Suppose I were to consult the local magnates about a matter of this kind—Ha! says one of our waywardens or parish overseers,—What business is this of yours? Do you want to drop the Lodger and come out as a Householder?—Now you must know that I took this house of mine at Enfield, by an obvious domiciliary fiction, in my Sister’s name, to avoid the bother and trouble of parish and vestry meetings, and to escape finding myself one day an overseer or big-wig of some sort. What then wd be my reply to the above question?

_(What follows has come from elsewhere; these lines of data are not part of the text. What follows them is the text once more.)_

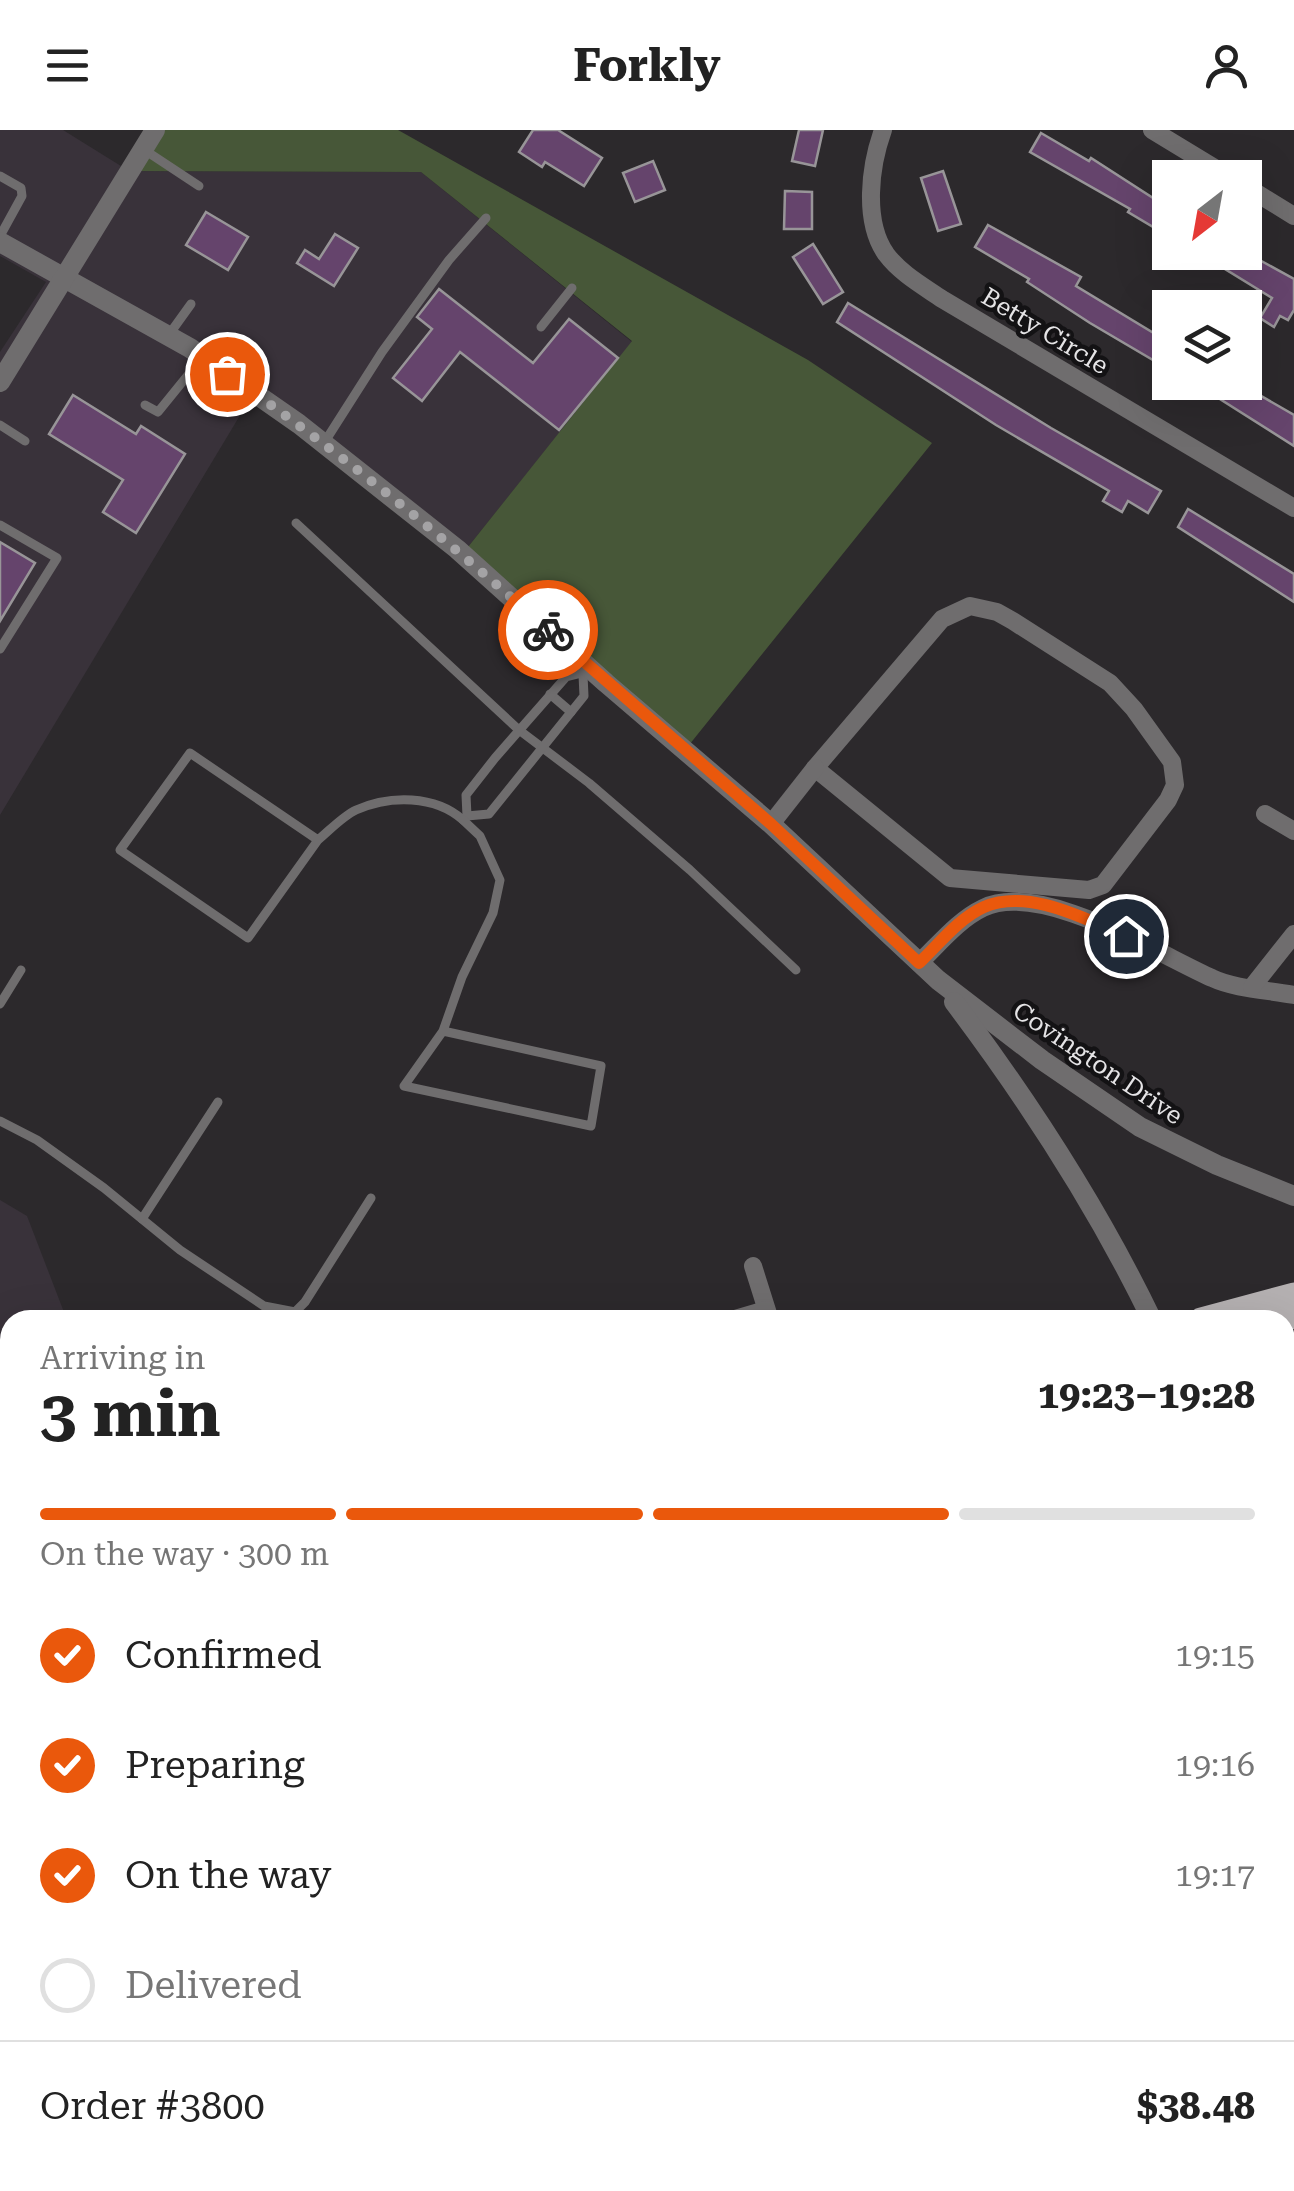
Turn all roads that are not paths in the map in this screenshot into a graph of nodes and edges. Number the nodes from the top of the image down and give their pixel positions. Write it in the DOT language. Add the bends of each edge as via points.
graph roads {
  1 [pos="155,130"];
  2 [pos="883,130"];
  3 [pos="1152,130"];
  4 [pos="143,150"];
  5 [pos="1201,160"];
  6 [pos="0,176"];
  7 [pos="199,186"];
  8 [pos="1262,196"];
  9 [pos="1294,216"];
  10 [pos="486,218"];
  11 [pos="0,239"];
  12 [pos="65,276"];
  13 [pos="572,288"];
  14 [pos="190,304"];
  15 [pos="542,327"];
  16 [pos="168,336"];
  17 [pos="203,357"];
  18 [pos="0,382"];
  19 [pos="145,404"];
  20 [pos="0,425"];
  21 [pos="26,441"];
  22 [pos="324,443"];
  23 [pos="1294,508"];
  24 [pos="296,523"];
  25 [pos="0,525"];
  26 [pos="0,649"];
  27 [pos="586,672"];
  28 [pos="550,694"];
  29 [pos="571,712"];
  30 [pos="519,730"];
  31 [pos="542,748"];
  32 [pos="815,768"];
  33 [pos="1264,814"];
  34 [pos="465,818"];
  35 [pos="771,824"];
  36 [pos="1294,831"];
  37 [pos="318,840"];
  38 [pos="1294,934"];
  39 [pos="919,963"];
  40 [pos="21,970"];
  41 [pos="796,970"];
  42 [pos="938,980"];
  43 [pos="1252,988"];
  44 [pos="1294,994"];
  45 [pos="0,1004"];
  46 [pos="442,1031"];
  47 [pos="218,1102"];
  48 [pos="0,1121"];
  49 [pos="1294,1196"];
  50 [pos="371,1198"];
  51 [pos="142,1219"];
  52 [pos="753,1266"];
  53 [pos="1294,1295"];
  54 [pos="284,1310"];
  55 [pos="296,1310"];
  56 [pos="766,1310"];
  57 [pos="1147,1310"];
  58 [pos="1238,1310"];
  1 -- 4 [label="street"];
  2 -- 23 [label="street, Betty Circle" via="871,190 876,235 904,272"];
  3 -- 5 [label="street"];
  4 -- 7 [label="lane"];
  4 -- 12 [label="street"];
  6 -- 11 [label="lane" via="22,196"];
  8 -- 9 [label="street"];
  10 -- 22 [label="lane" via="382,352"];
  11 -- 12 [label="street, Covington Drive"];
  12 -- 16 [label="street, Covington Drive"];
  12 -- 18 [label="street"];
  13 -- 15 [label="lane"];
  14 -- 16 [label="lane"];
  16 -- 17 [label="street, Covington Drive"];
  17 -- 19 [label="lane" via="158,412"];
  17 -- 22 [label="street, Covington Drive"];
  20 -- 21 [label="lane"];
  22 -- 27 [label="street, Covington Drive" via="457,549"];
  24 -- 30 [label="lane"];
  25 -- 26 [label="lane" via="57,558"];
  27 -- 28 [label="lane" via="566,677"];
  27 -- 29 [label="lane" via="584,696"];
  27 -- 35 [label="street, Covington Drive"];
  28 -- 29 [label="lane"];
  28 -- 30 [label="lane"];
  29 -- 31 [label="lane"];
  30 -- 31 [label="lane"];
  30 -- 34 [label="lane" via="466,795"];
  31 -- 34 [label="lane" via="488,814"];
  31 -- 41 [label="lane" via="690,870"];
  32 -- 32 [label="street" via="942,619 970,606 997,612 1110,683 1172,762 1175,785 1102,884 1089,890 950,878"];
  32 -- 35 [label="street"];
  33 -- 36 [label="street"];
  34 -- 37 [label="lane" via="399,798 354,810"];
  34 -- 46 [label="lane" via="500,880 493,913"];
  35 -- 39 [label="street, Covington Drive"];
  37 -- 37 [label="lane" via="190,753 120,850 248,938"];
  38 -- 43 [label="street"];
  39 -- 42 [label="street, Covington Drive"];
  39 -- 43 [label="street" via="986,906 1040,904 1215,980"];
  40 -- 45 [label="lane"];
  42 -- 49 [label="street, Covington Drive" via="1140,1127"];
  42 -- 57 [label="street, Covington Drive" via="1024,1096"];
  43 -- 44 [label="street"];
  46 -- 46 [label="lane" via="404,1086 591,1126 601,1066"];
  47 -- 51 [label="lane"];
  48 -- 51 [label="lane"];
  50 -- 55 [label="lane"];
  51 -- 54 [label="lane" via="264,1306"];
  52 -- 56 [label="street"];
  53 -- 58 [label="main road"];
}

Leisure I have secured: but of dignity, not a tittle. Besides, to tell you the truth, the aforesaid irregularities are, to my thinking, most entertaining, and in fact very touching indeed. Here am I, quit of worldly affairs of every kind; for if superannuation does not mean that, what does it mean? The world then, being, as the saying is, beyond my ken, and being myself entirely removed from any accurate distinctions of space or time, these mistakes in road-measure do not seriously offend me. For in the infinite space of the heavens above (which in this contracted sphere of mine I desire to imitate so far as may be) what need is there of milestones? Local distance has to do with mortal affairs. In my walks abroad, limited though they must be, I am quite at my own disposal, and on that account I have a good word for our Enfield clocks too. Their hands generally point without any servile reference to this Sun of our World, in his sub-Empyrean position. They strike too just as it happens, according to their own sweet wiles,—one—two—three—anything they like, and thus to me, a more fortunate Whittington, they pleasantly announce, that Time, so far as I am concerned, is no more. Here you have my reasons for not attending in this matter to the requests of a busy subsolar such as you are.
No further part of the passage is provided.